Saved data entries:

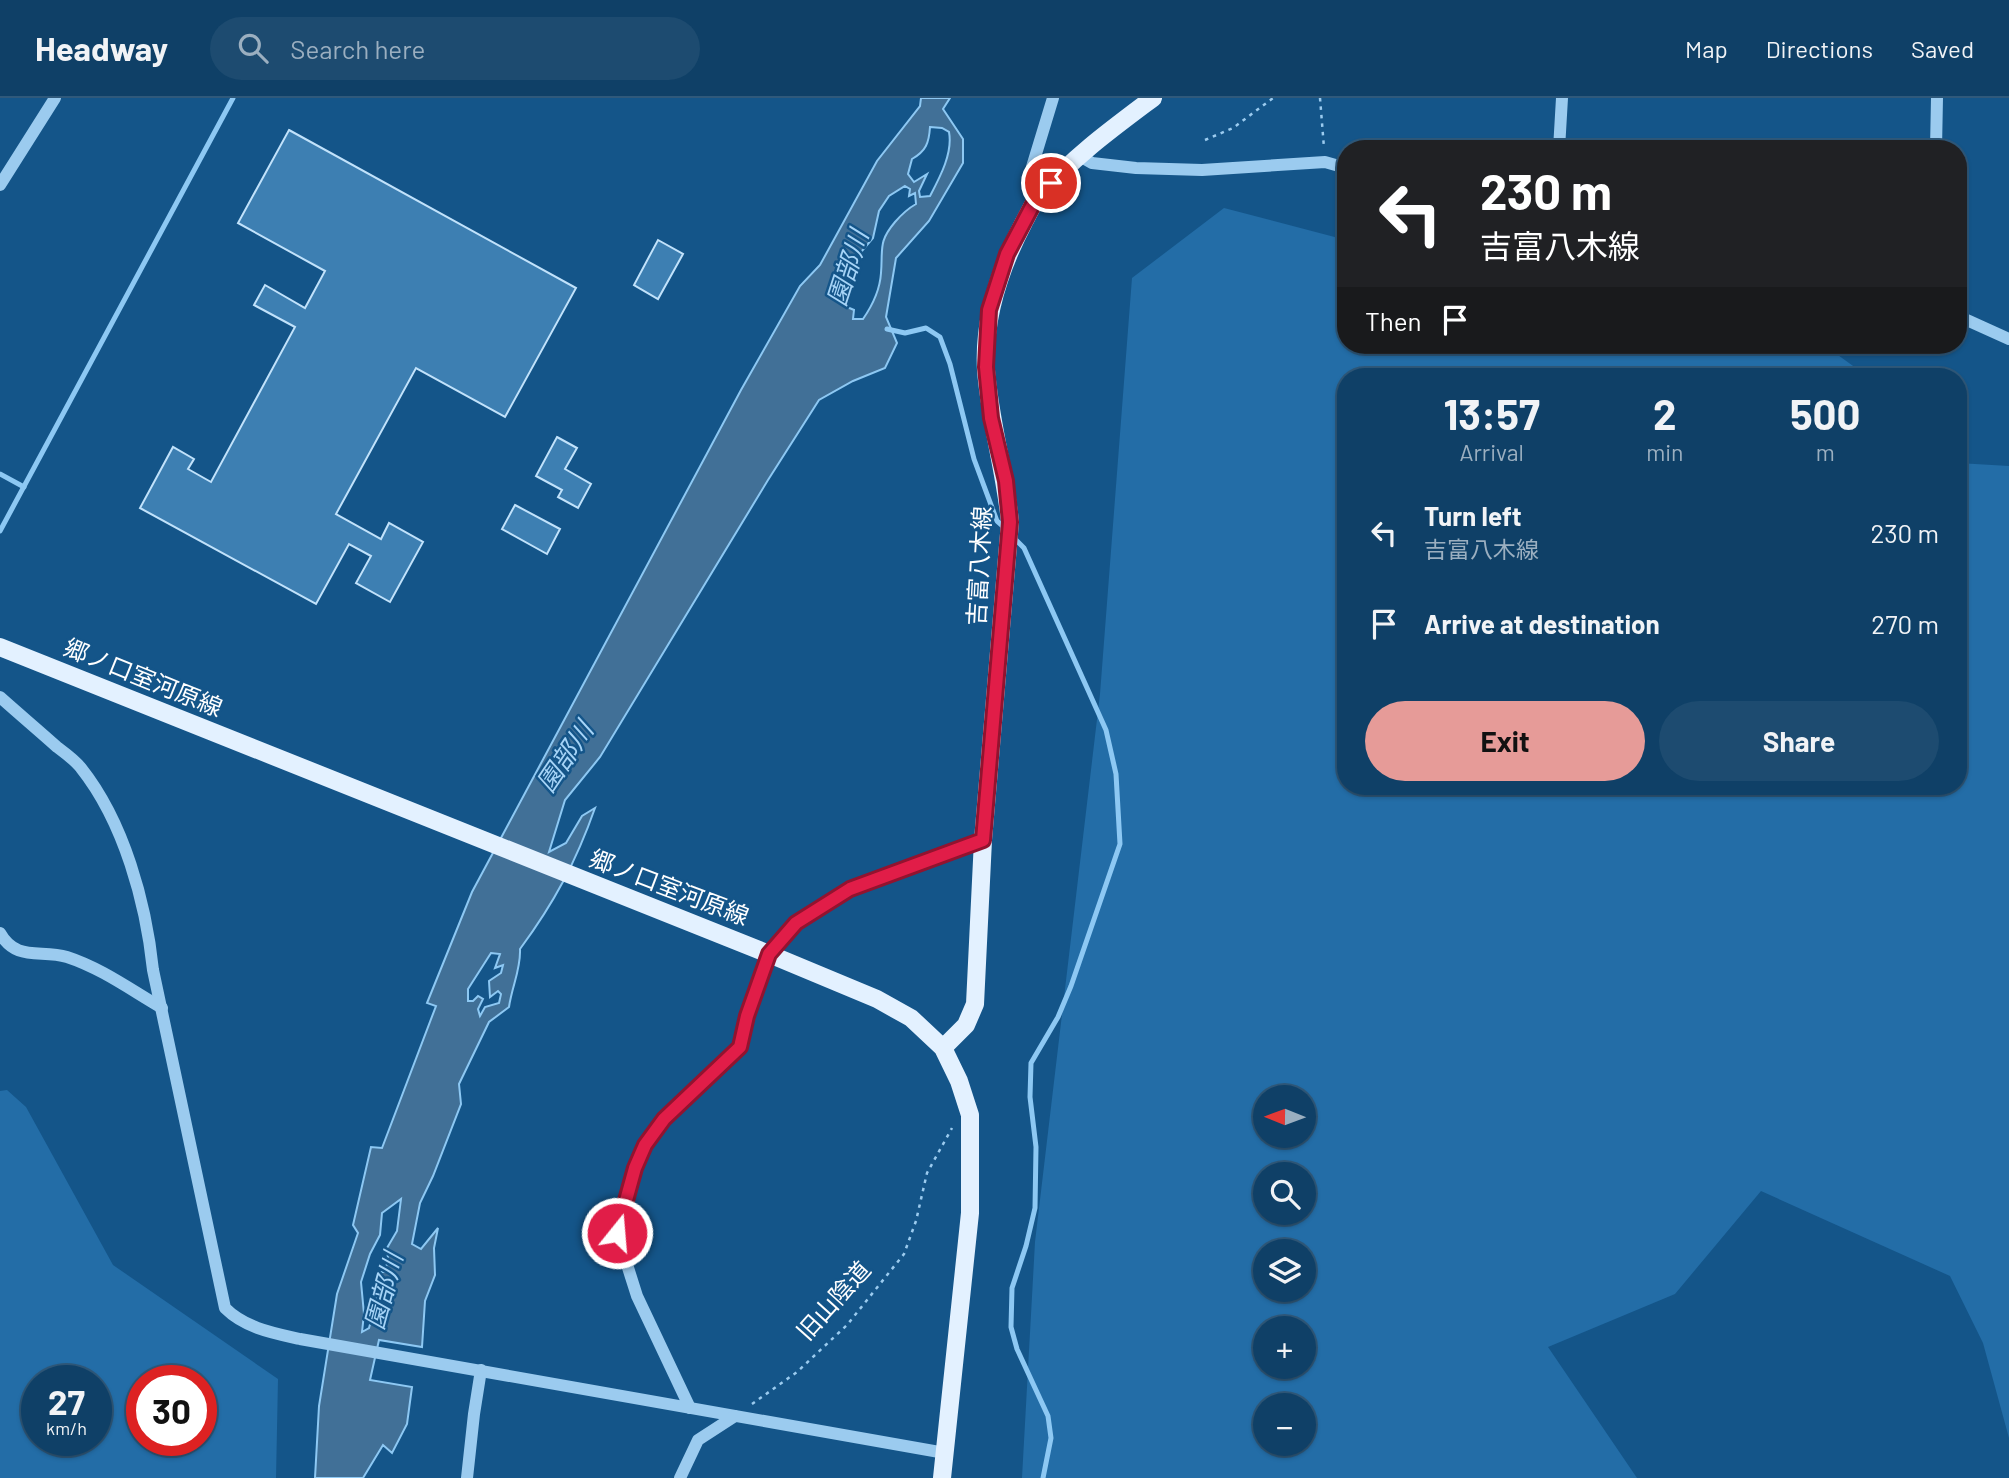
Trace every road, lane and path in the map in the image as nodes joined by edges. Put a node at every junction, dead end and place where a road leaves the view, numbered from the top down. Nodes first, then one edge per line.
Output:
1 (55, 98) edge
2 (1054, 98) edge
3 (1153, 98) edge
4 (1273, 98) edge
5 (1320, 98) edge
6 (1562, 98) edge
7 (1937, 98) edge
8 (1205, 140) dead end
9 (1560, 140) edge
10 (1936, 140) edge
11 (1079, 155) junction
12 (1325, 162) junction
13 (1337, 166) edge
14 (0, 185) edge
15 (1037, 197) junction
16 (1967, 320) edge
17 (2009, 339) edge
18 (0, 647) edge
19 (0, 697) edge
20 (983, 840) junction
21 (0, 933) edge
22 (769, 954) junction
23 (162, 1008) junction
24 (943, 1048) junction
25 (970, 1115) junction
26 (475, 1369) junction
27 (690, 1408) junction
28 (735, 1416) junction
29 (945, 1453) junction
30 (467, 1478) edge
31 (680, 1478) edge
32 (942, 1478) edge

1 - 14 street
2 - 15 street
3 - 11 main road, 吉富八木線
4 - 8 path
5 - 12 path
6 - 9 street
7 - 10 street
11 - 12 street
11 - 15 main road, 吉富八木線
12 - 13 street
15 - 20 main road, 吉富八木線
16 - 17 street
18 - 22 main road, 郷ノ口室河原線
19 - 23 street
20 - 22 street
20 - 24 main road, 吉富八木線
21 - 23 street
22 - 24 main road, 郷ノ口室河原線
22 - 27 street
23 - 26 street
24 - 25 main road, 郷ノ口室河原線
25 - 28 path, 旧山陰道
25 - 29 main road, 郷ノ口室河原線
26 - 27 street
26 - 30 street
27 - 28 street
28 - 29 street
28 - 31 street
29 - 32 main road, 郷ノ口室河原線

Task to carry out: Only the text of the records belongs in the answer; reproduce it verbatim, with no pictures.

Response to this task:
Trace every road, lane and path in the map in the image as nodes joined by edges. Put a node at every junction, dead end and place where a road leaves the view, numbered from the top down. Nodes first, then one edge per line.
Output:
1 (55, 98) edge
2 (1054, 98) edge
3 (1153, 98) edge
4 (1273, 98) edge
5 (1320, 98) edge
6 (1562, 98) edge
7 (1937, 98) edge
8 (1205, 140) dead end
9 (1560, 140) edge
10 (1936, 140) edge
11 (1079, 155) junction
12 (1325, 162) junction
13 (1337, 166) edge
14 (0, 185) edge
15 (1037, 197) junction
16 (1967, 320) edge
17 (2009, 339) edge
18 (0, 647) edge
19 (0, 697) edge
20 (983, 840) junction
21 (0, 933) edge
22 (769, 954) junction
23 (162, 1008) junction
24 (943, 1048) junction
25 (970, 1115) junction
26 (475, 1369) junction
27 (690, 1408) junction
28 (735, 1416) junction
29 (945, 1453) junction
30 (467, 1478) edge
31 (680, 1478) edge
32 (942, 1478) edge

1 - 14 street
2 - 15 street
3 - 11 main road, 吉富八木線
4 - 8 path
5 - 12 path
6 - 9 street
7 - 10 street
11 - 12 street
11 - 15 main road, 吉富八木線
12 - 13 street
15 - 20 main road, 吉富八木線
16 - 17 street
18 - 22 main road, 郷ノ口室河原線
19 - 23 street
20 - 22 street
20 - 24 main road, 吉富八木線
21 - 23 street
22 - 24 main road, 郷ノ口室河原線
22 - 27 street
23 - 26 street
24 - 25 main road, 郷ノ口室河原線
25 - 28 path, 旧山陰道
25 - 29 main road, 郷ノ口室河原線
26 - 27 street
26 - 30 street
27 - 28 street
28 - 29 street
28 - 31 street
29 - 32 main road, 郷ノ口室河原線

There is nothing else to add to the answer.